Entries taken from a collection

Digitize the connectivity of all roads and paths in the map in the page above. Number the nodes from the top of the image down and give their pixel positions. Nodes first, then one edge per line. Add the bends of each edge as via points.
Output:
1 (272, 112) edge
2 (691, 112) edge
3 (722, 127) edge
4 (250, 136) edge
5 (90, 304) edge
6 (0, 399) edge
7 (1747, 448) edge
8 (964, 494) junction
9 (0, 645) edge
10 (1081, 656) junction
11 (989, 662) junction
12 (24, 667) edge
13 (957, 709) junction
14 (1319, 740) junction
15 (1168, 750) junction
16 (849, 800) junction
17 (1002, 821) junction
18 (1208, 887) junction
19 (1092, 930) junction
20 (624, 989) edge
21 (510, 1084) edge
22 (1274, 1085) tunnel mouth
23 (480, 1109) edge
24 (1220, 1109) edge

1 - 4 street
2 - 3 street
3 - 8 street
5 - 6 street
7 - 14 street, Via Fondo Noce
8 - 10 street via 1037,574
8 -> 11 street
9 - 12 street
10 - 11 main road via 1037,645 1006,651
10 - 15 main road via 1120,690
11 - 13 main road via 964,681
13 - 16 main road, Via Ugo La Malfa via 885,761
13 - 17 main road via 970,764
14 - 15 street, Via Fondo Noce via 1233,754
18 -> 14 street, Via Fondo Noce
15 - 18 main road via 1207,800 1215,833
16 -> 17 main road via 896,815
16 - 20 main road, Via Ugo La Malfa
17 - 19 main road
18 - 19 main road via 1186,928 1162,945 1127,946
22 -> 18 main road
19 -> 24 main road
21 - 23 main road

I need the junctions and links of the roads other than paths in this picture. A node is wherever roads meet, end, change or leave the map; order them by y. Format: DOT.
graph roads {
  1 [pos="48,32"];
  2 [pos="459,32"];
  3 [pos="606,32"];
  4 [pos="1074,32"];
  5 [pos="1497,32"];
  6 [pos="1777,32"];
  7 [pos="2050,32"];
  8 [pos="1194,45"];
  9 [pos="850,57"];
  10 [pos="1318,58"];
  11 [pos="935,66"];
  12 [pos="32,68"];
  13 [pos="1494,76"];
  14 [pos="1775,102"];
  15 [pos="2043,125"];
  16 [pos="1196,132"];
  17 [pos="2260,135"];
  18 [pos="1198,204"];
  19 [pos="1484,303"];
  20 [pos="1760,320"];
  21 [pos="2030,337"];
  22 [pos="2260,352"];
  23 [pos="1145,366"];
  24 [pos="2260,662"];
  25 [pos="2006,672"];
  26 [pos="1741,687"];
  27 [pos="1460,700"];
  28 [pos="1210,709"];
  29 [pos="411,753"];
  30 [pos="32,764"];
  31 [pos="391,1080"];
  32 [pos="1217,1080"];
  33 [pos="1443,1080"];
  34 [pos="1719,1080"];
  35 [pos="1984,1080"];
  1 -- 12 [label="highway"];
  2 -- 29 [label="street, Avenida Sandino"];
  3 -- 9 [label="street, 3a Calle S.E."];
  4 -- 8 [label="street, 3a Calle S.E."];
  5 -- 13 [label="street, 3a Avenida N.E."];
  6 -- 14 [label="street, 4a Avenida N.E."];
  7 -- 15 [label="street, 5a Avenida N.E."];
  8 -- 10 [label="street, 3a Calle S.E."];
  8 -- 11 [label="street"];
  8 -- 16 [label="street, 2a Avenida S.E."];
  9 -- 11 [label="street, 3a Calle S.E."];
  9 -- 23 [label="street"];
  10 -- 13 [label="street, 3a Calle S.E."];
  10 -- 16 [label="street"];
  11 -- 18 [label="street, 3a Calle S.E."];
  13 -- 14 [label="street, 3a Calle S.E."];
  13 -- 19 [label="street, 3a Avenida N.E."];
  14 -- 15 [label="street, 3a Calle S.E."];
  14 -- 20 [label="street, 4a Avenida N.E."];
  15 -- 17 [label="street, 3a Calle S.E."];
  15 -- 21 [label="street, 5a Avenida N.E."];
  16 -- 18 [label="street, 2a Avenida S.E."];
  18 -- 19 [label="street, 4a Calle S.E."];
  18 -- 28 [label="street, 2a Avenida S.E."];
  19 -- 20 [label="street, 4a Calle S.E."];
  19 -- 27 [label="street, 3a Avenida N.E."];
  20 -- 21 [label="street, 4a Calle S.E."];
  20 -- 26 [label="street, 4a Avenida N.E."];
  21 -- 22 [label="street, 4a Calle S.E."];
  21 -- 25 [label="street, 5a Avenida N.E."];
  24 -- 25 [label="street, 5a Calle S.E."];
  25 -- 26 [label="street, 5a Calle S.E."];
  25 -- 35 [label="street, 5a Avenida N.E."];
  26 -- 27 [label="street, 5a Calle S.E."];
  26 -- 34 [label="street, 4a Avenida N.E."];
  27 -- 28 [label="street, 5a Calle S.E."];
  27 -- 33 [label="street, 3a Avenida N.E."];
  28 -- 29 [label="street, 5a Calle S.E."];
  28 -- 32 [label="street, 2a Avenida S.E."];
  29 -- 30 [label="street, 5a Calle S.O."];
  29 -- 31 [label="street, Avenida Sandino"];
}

**Goal of the exercise**
Retype all of the records above without a single alteration.

**Task solution**
Digitize the connectivity of all roads and paths in the map in the page above. Number the nodes from the top of the image down and give their pixel positions. Nodes first, then one edge per line. Add the bends of each edge as via points.
Output:
1 (272, 112) edge
2 (691, 112) edge
3 (722, 127) edge
4 (250, 136) edge
5 (90, 304) edge
6 (0, 399) edge
7 (1747, 448) edge
8 (964, 494) junction
9 (0, 645) edge
10 (1081, 656) junction
11 (989, 662) junction
12 (24, 667) edge
13 (957, 709) junction
14 (1319, 740) junction
15 (1168, 750) junction
16 (849, 800) junction
17 (1002, 821) junction
18 (1208, 887) junction
19 (1092, 930) junction
20 (624, 989) edge
21 (510, 1084) edge
22 (1274, 1085) tunnel mouth
23 (480, 1109) edge
24 (1220, 1109) edge

1 - 4 street
2 - 3 street
3 - 8 street
5 - 6 street
7 - 14 street, Via Fondo Noce
8 - 10 street via 1037,574
8 -> 11 street
9 - 12 street
10 - 11 main road via 1037,645 1006,651
10 - 15 main road via 1120,690
11 - 13 main road via 964,681
13 - 16 main road, Via Ugo La Malfa via 885,761
13 - 17 main road via 970,764
14 - 15 street, Via Fondo Noce via 1233,754
18 -> 14 street, Via Fondo Noce
15 - 18 main road via 1207,800 1215,833
16 -> 17 main road via 896,815
16 - 20 main road, Via Ugo La Malfa
17 - 19 main road
18 - 19 main road via 1186,928 1162,945 1127,946
22 -> 18 main road
19 -> 24 main road
21 - 23 main road

I need the junctions and links of the roads other than paths in this picture. A node is wherever roads meet, end, change or leave the map; order them by y. Format: DOT.
graph roads {
  1 [pos="48,32"];
  2 [pos="459,32"];
  3 [pos="606,32"];
  4 [pos="1074,32"];
  5 [pos="1497,32"];
  6 [pos="1777,32"];
  7 [pos="2050,32"];
  8 [pos="1194,45"];
  9 [pos="850,57"];
  10 [pos="1318,58"];
  11 [pos="935,66"];
  12 [pos="32,68"];
  13 [pos="1494,76"];
  14 [pos="1775,102"];
  15 [pos="2043,125"];
  16 [pos="1196,132"];
  17 [pos="2260,135"];
  18 [pos="1198,204"];
  19 [pos="1484,303"];
  20 [pos="1760,320"];
  21 [pos="2030,337"];
  22 [pos="2260,352"];
  23 [pos="1145,366"];
  24 [pos="2260,662"];
  25 [pos="2006,672"];
  26 [pos="1741,687"];
  27 [pos="1460,700"];
  28 [pos="1210,709"];
  29 [pos="411,753"];
  30 [pos="32,764"];
  31 [pos="391,1080"];
  32 [pos="1217,1080"];
  33 [pos="1443,1080"];
  34 [pos="1719,1080"];
  35 [pos="1984,1080"];
  1 -- 12 [label="highway"];
  2 -- 29 [label="street, Avenida Sandino"];
  3 -- 9 [label="street, 3a Calle S.E."];
  4 -- 8 [label="street, 3a Calle S.E."];
  5 -- 13 [label="street, 3a Avenida N.E."];
  6 -- 14 [label="street, 4a Avenida N.E."];
  7 -- 15 [label="street, 5a Avenida N.E."];
  8 -- 10 [label="street, 3a Calle S.E."];
  8 -- 11 [label="street"];
  8 -- 16 [label="street, 2a Avenida S.E."];
  9 -- 11 [label="street, 3a Calle S.E."];
  9 -- 23 [label="street"];
  10 -- 13 [label="street, 3a Calle S.E."];
  10 -- 16 [label="street"];
  11 -- 18 [label="street, 3a Calle S.E."];
  13 -- 14 [label="street, 3a Calle S.E."];
  13 -- 19 [label="street, 3a Avenida N.E."];
  14 -- 15 [label="street, 3a Calle S.E."];
  14 -- 20 [label="street, 4a Avenida N.E."];
  15 -- 17 [label="street, 3a Calle S.E."];
  15 -- 21 [label="street, 5a Avenida N.E."];
  16 -- 18 [label="street, 2a Avenida S.E."];
  18 -- 19 [label="street, 4a Calle S.E."];
  18 -- 28 [label="street, 2a Avenida S.E."];
  19 -- 20 [label="street, 4a Calle S.E."];
  19 -- 27 [label="street, 3a Avenida N.E."];
  20 -- 21 [label="street, 4a Calle S.E."];
  20 -- 26 [label="street, 4a Avenida N.E."];
  21 -- 22 [label="street, 4a Calle S.E."];
  21 -- 25 [label="street, 5a Avenida N.E."];
  24 -- 25 [label="street, 5a Calle S.E."];
  25 -- 26 [label="street, 5a Calle S.E."];
  25 -- 35 [label="street, 5a Avenida N.E."];
  26 -- 27 [label="street, 5a Calle S.E."];
  26 -- 34 [label="street, 4a Avenida N.E."];
  27 -- 28 [label="street, 5a Calle S.E."];
  27 -- 33 [label="street, 3a Avenida N.E."];
  28 -- 29 [label="street, 5a Calle S.E."];
  28 -- 32 [label="street, 2a Avenida S.E."];
  29 -- 30 [label="street, 5a Calle S.O."];
  29 -- 31 [label="street, Avenida Sandino"];
}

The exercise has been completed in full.